Thankfully, PokerStars has a history of holding itself to higher standards than its regulators require even calling on the regulator to step up its game and enforce more stringent requirements. It would be good to see Stars make similar requests in Malta. But we know the whole situation is in a real mess when an operator asks for its own regulator to tighten the rules.
Even more concerning is that the LGA is very well positioned to take advantage of European unification of gaming regulation, and it was a clear reason for PokerStars to launch their dot.EU alternative. In our coverage of the story in February, I wrote:
PokerStars clearly has one eye on a unified European poker room, and PokerStars.EU is a first step towards that goal. Currently PokerStars runs segregated player pools in Italy and France, and Spain will follow suit … and more expected to follow suit soon.

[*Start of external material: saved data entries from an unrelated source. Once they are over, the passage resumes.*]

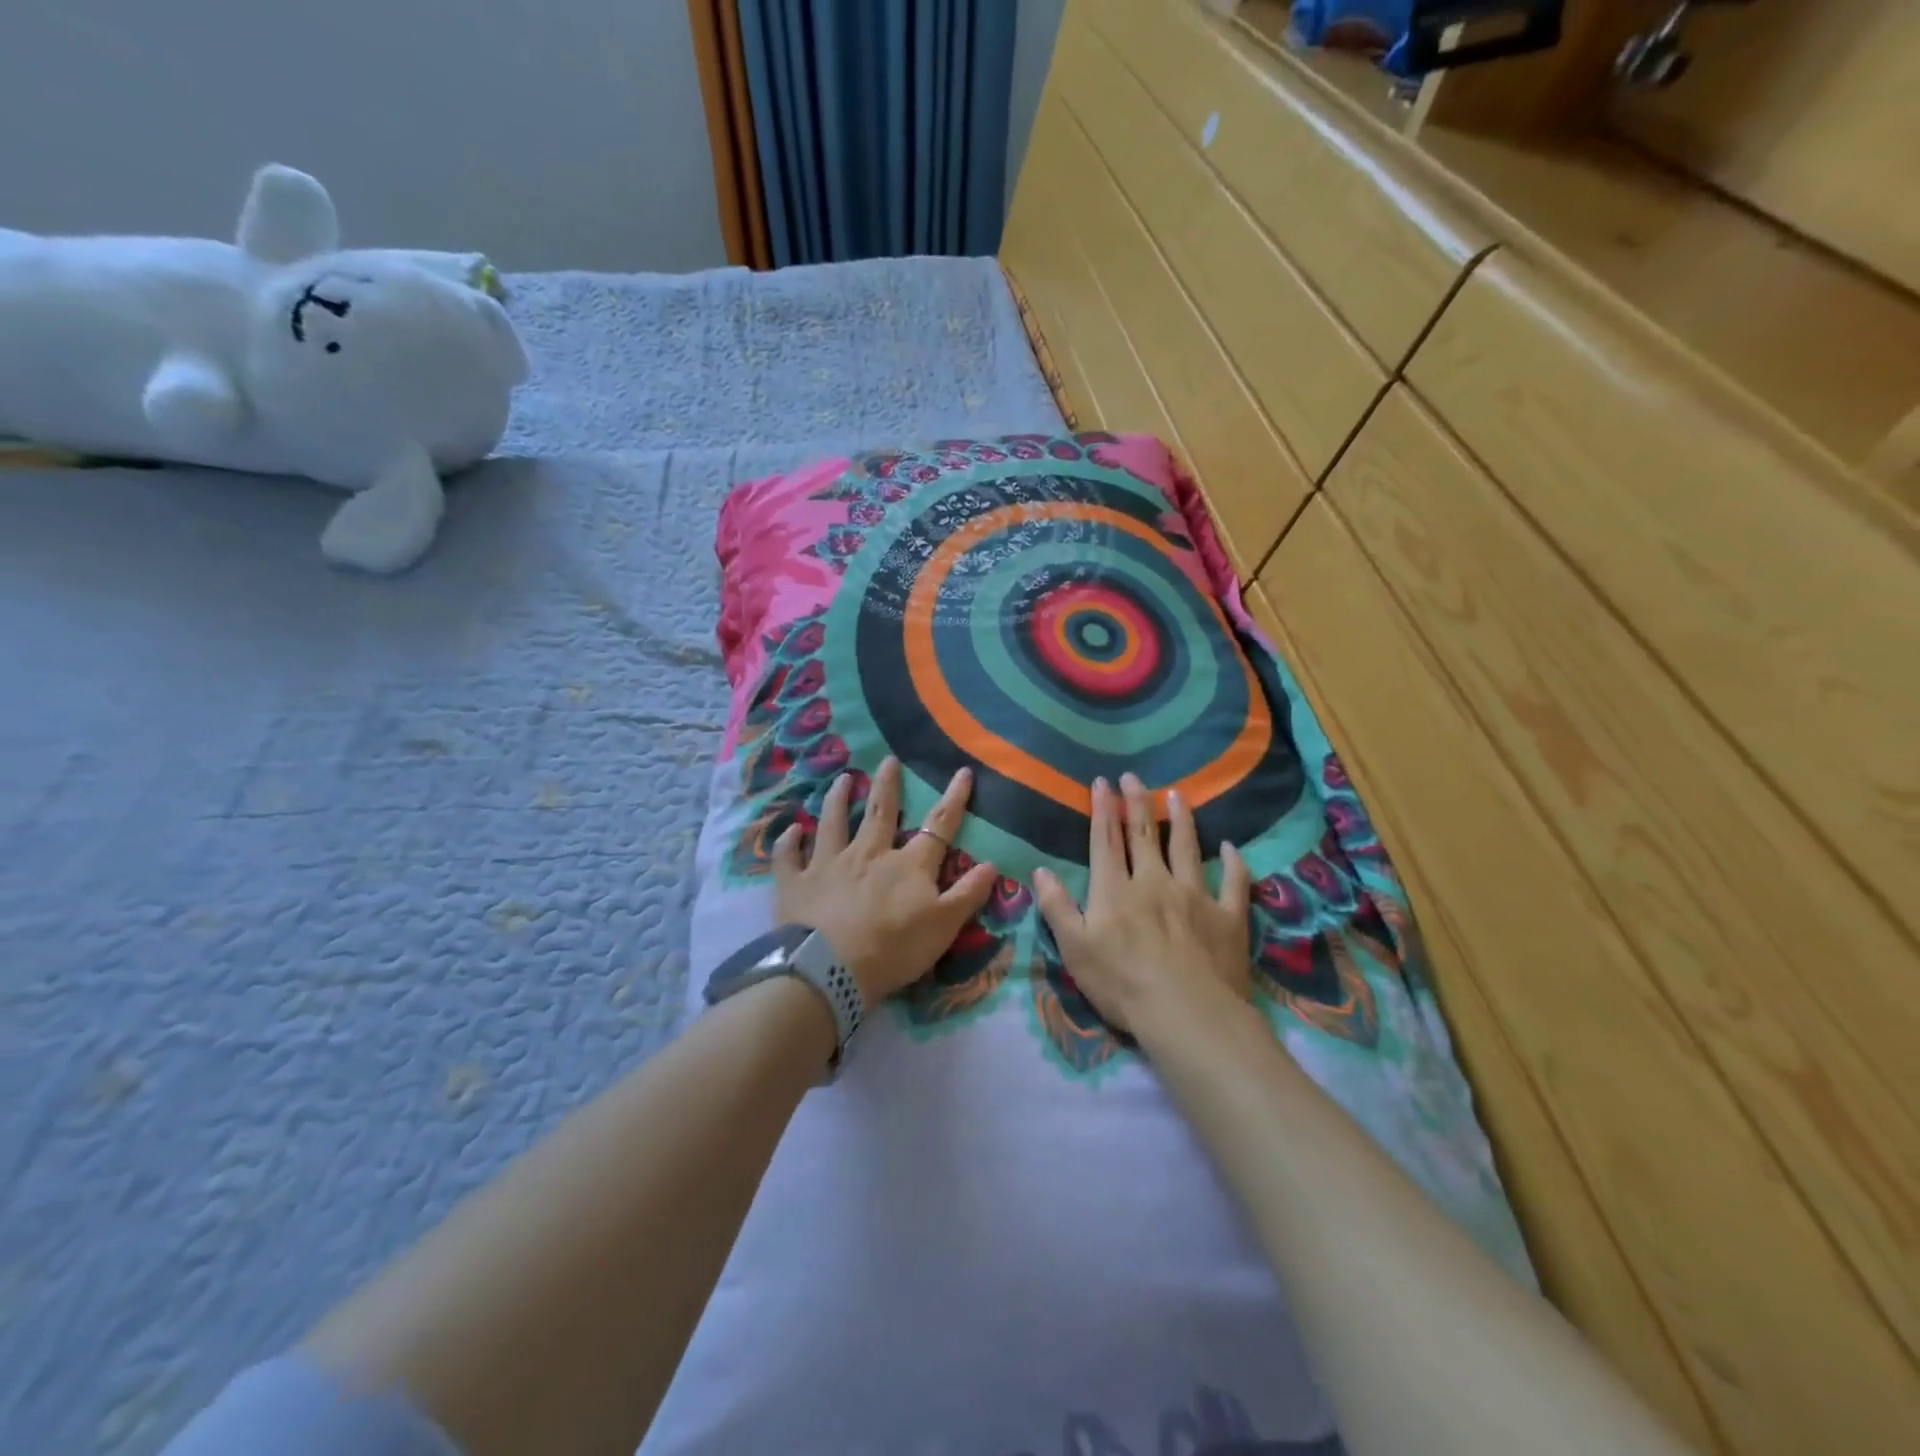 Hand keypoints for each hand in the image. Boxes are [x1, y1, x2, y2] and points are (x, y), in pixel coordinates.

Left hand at [774, 757, 998, 1006]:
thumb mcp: (944, 926)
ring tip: (842, 779)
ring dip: (838, 799)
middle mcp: (868, 853)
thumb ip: (968, 894)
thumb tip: (993, 862)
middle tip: (888, 760)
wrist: (830, 970)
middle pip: (881, 812)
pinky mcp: (796, 882)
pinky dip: (789, 842)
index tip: (962, 771)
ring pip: (834, 823)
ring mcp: (828, 864)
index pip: (938, 825)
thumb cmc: (894, 949)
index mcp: (907, 864)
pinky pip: (789, 857)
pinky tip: (791, 830)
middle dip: (887, 785)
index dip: (953, 798)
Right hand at [1032, 773, 1252, 1035]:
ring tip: (1178, 795)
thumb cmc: (1122, 984)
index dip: (1103, 809)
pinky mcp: (1227, 917)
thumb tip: (1040, 870)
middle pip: (1144, 835)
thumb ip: (1057, 907)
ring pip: (1187, 848)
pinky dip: (1233, 863)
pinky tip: (1233, 848)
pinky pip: (1233, 883)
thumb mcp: (1075, 949)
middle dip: (1137, 803)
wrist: (1188, 1014)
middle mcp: (1155, 881)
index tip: (1102, 782)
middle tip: (1134, 776)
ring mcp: (1195, 896)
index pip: (1106, 840)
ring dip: (1182, 819)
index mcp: (1116, 890)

In announcing the new LGA license, Eric Hollreiser, head of Corporate Communications at PokerStars, stated that “[PokerStars] hopes and expects the future will bring more certainty and more uniformity that will help players and companies alike.”
We must also hope and expect that uniform regulation in the EU provides more player protection than the LGA, because over the last four years they clearly have no interest in protecting the players. Despite it being a cornerstone of the Maltese gaming regulations they are meant to enforce, I could find no example that the LGA revoked a license due to lack of protection of the player, or aided a player in resolving a dispute.
If you are a player on one of its many poker rooms that hold a primary license in Malta—including Betfair, Unibet, Expekt, skins of Merge Gaming and Boss Media/GTECH G2—you must understand that the LGA kitemark offers no player protections or avenue of recourse if it’s ever required.
Sites themselves are not directly to blame—there’s hardly a wealth of EU member states that offer low-tax iGaming licenses—but the rooms may wish to consider another jurisdiction like the Isle of Man if they want to give their customers piece of mind.
And if existing regulators like the LGA really want to be part of a unified gaming regulation in Europe, they should seriously reconsider their blasé approach to protecting their players.